TASK BRIEF:
Print exactly the first lines of the records. Stop after the line containing "Write the network", and leave every picture out.

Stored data
•••••

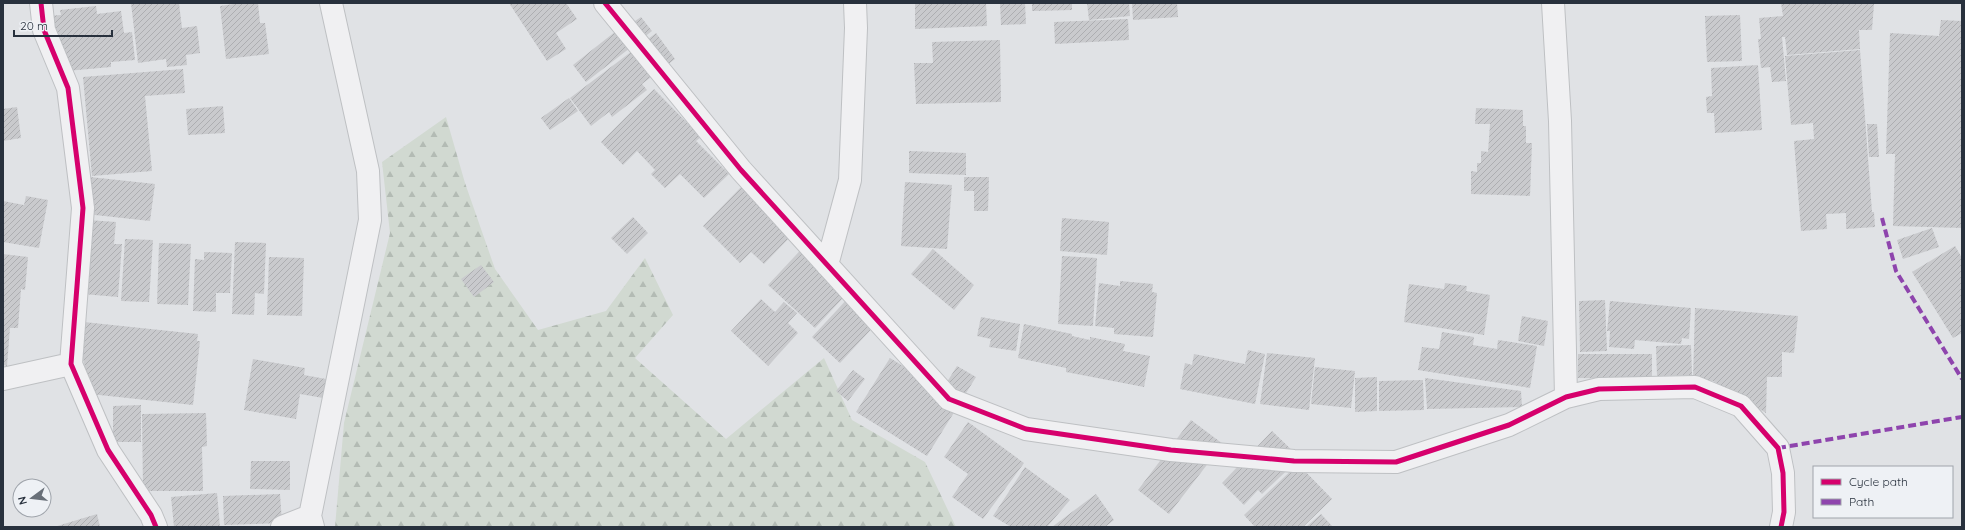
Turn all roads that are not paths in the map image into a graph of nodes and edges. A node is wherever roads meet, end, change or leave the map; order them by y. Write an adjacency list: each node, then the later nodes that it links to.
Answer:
1 (41, 3): 7 (street)
2 (331, 3): 10 (street)
3 (605, 3): 6 (street)
4 (855, 3): 6 (street)
5 (1553, 3): 9 (street)
6 (827, 265): 9 (street)
7 (71, 364): 8 (street); 11 (street)
8 (3, 379)
9 (1566, 397): 13 (street)
10 (312, 522): 12 (street)
11 (156, 527)
12 (282, 527)
13 (1782, 527)

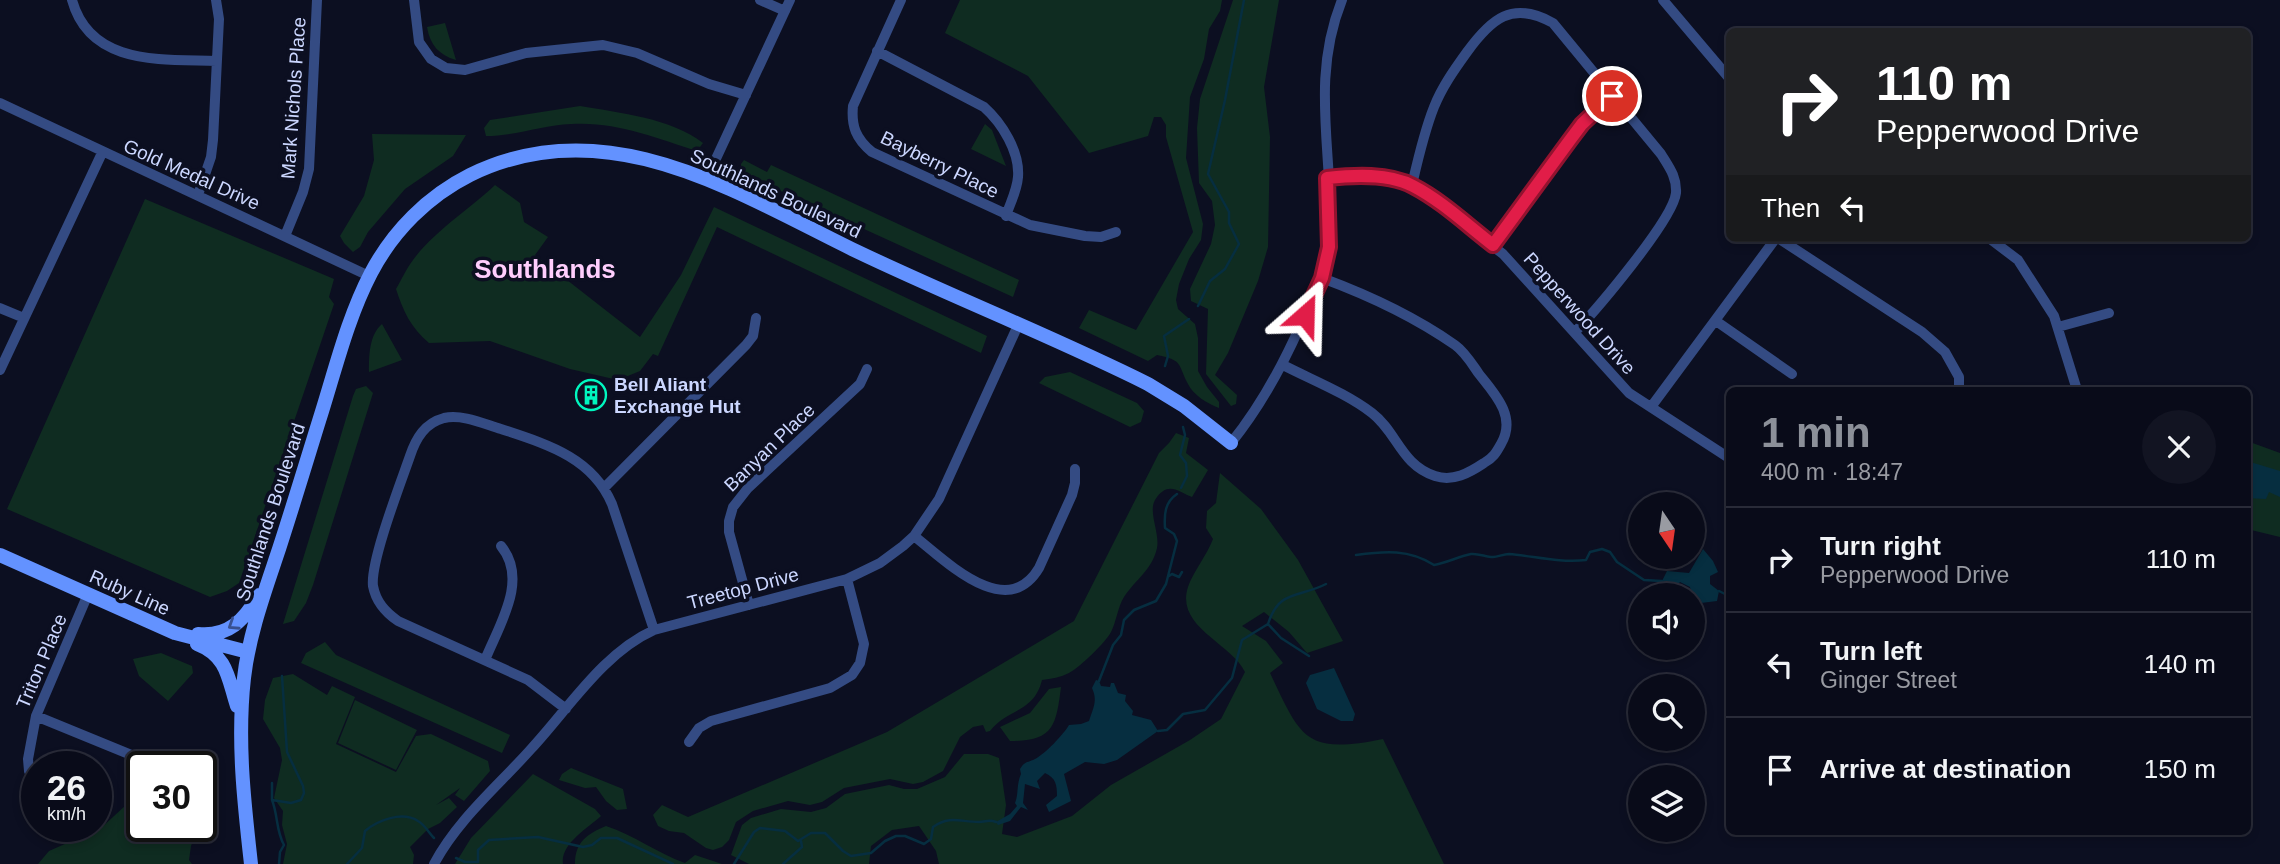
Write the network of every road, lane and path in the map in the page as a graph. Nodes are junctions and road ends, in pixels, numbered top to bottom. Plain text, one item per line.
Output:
1 (72, 0) edge
2 (216, 0) edge
3 (317, 0) edge
4 (414, 0) edge
5 (760, 0) edge
6 (790, 0) edge
7 (901, 0) edge
8 (1342, 0) edge
9 (1663, 0) edge
10 (785, 11) junction
11 (877, 51) junction
12 (216, 61) junction
13 (1726, 74) edge
14 (746, 95) junction
15 (1612, 96) junction
16 (0, 103) edge
17 (102, 153) junction
18 (707, 178) junction
19 (1327, 178) junction
20 (1412, 185) junction
21 (198, 195) junction
22 (1006, 216) junction
23 (1116, 232) dead end
24 (285, 236) junction
25 (1774, 242) edge
26 (1783, 242) edge
27 (1994, 242) edge
28 (1493, 245) junction
29 (369, 276) junction
30 (1322, 278) junction
31 (0, 308) edge
32 (2109, 313) dead end
33 (24, 318) junction
34 (756, 318) dead end
35 (1716, 321) junction
36 (1019, 323) junction
37 (2058, 327) junction
38 (1575, 332) junction
39 (1283, 365) junction
40 (867, 369) dead end
41 (0, 370) edge
42 (1792, 374) dead end
43 (1959, 387) edge
44 (2076, 387) edge
45 (1651, 407) junction
46 (1231, 443) joint
47 (1726, 456) edge
48 (1075, 469) dead end
49 (605, 487) junction
50 (914, 536) junction
51 (501, 546) dead end
52 (0, 555) edge
53 (269, 579) junction
54 (847, 579) junction
55 (88, 594) junction
56 (749, 605) junction
57 (654, 630) junction
58 (175, 633) junction
59 (248, 652) junction
60 (485, 660) junction
61 (566, 709) junction
62 (241, 713) junction
63 (36, 716) junction
64 (689, 742) dead end
65 (29, 751) edge
66 (126, 753) edge
67 (251, 864) edge
68 (434, 864) edge

1 - 12 street
2 - 12 street
3 - 24 street, Mark Nichols Place
4 - 14 street
5 - 10 street
6 - 10 street
7 - 11 street, Bayberry Place
8 - 19 street
9 - 13 street
10 - 14 street
11 - 22 street
11 - 22 street, Bayberry Place
12 - 21 street
14 - 18 street
15 - 20 street
15 - 28 street
15 - 38 street
16 - 17 street, Gold Medal Drive
17 - 21 street, Gold Medal Drive
17 - 33 street
18 - 29 main road, Southlands Boulevard
18 - 36 main road, Southlands Boulevard
19 - 20 street, Pepperwood Drive
19 - 30 street
20 - 28 street, Pepperwood Drive
21 - 24 street, Gold Medal Drive
22 - 23 street, Bayberry Place
24 - 29 street, Gold Medal Drive
25 - 35 street
26 - 43 street
27 - 37 street
28 - 38 street, Pepperwood Drive
29 - 53 main road, Southlands Boulevard
30 - 39 street
30 - 39 street
31 - 33 street
32 - 37 street
33 - 41 street
34 - 49 street
35 - 42 street
35 - 45 street
36 - 46 main road, Southlands Boulevard
36 - 50 street, Treetop Drive
37 - 44 street
38 - 45 street, Pepperwood Drive
39 - 46 street
40 - 56 street, Banyan Place
45 - 47 street, Pepperwood Drive
48 - 50 street
49 - 57 street
49 - 60 street
50 - 54 street, Treetop Drive
51 - 60 street
52 - 55 main road, Ruby Line
53 -> 58 main road
53 - 59 main road, Southlands Boulevard
54 - 56 street, Treetop Drive
54 - 64 street
55 - 58 main road, Ruby Line
55 - 63 street, Triton Place
56 - 57 street, Treetop Drive
57 - 61 street, Treetop Drive
58 - 59 main road, Ruby Line
58 - 62 main road
59 - 62 main road, Southlands Boulevard
60 - 61 street
61 - 68 street, Treetop Drive
62 - 67 main road, Southlands Boulevard
63 - 65 street, Triton Place
63 - 66 street

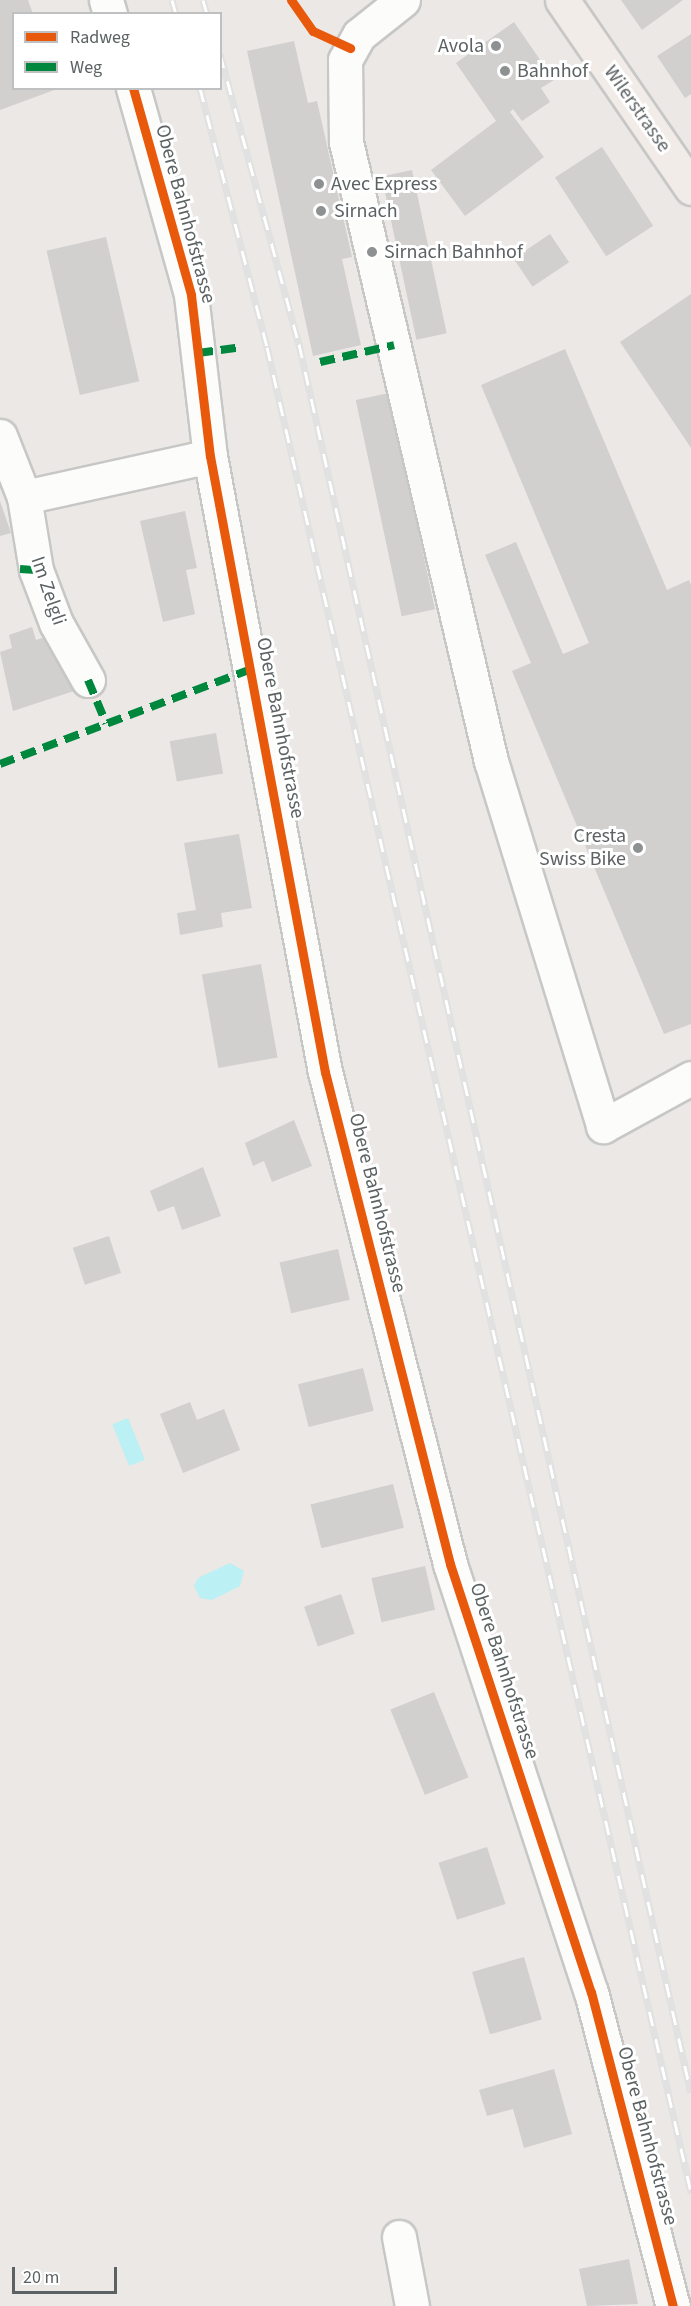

•••••

TASK RESULT:
Turn all roads that are not paths in the map image into a graph of nodes and edges. A node is wherever roads meet, end, change or leave the map; order them by y. Write an adjacency list: each node, then the later nodes that it links to.
Answer:
1 (41, 3): 7 (street)
2 (331, 3): 10 (street)
3 (605, 3): 6 (street)
4 (855, 3): 6 (street)
5 (1553, 3): 9 (street)
6 (827, 265): 9 (street)
7 (71, 364): 8 (street); 11 (street)
8 (3, 379)
9 (1566, 397): 13 (street)
10 (312, 522): 12 (street)
11 (156, 527)
12 (282, 527)
13 (1782, 527)

Write the network of every road, lane and path in the map in the page as a graph. Nodes are junctions and road ends, in pixels, numbered top to bottom. Plain text, one item per line.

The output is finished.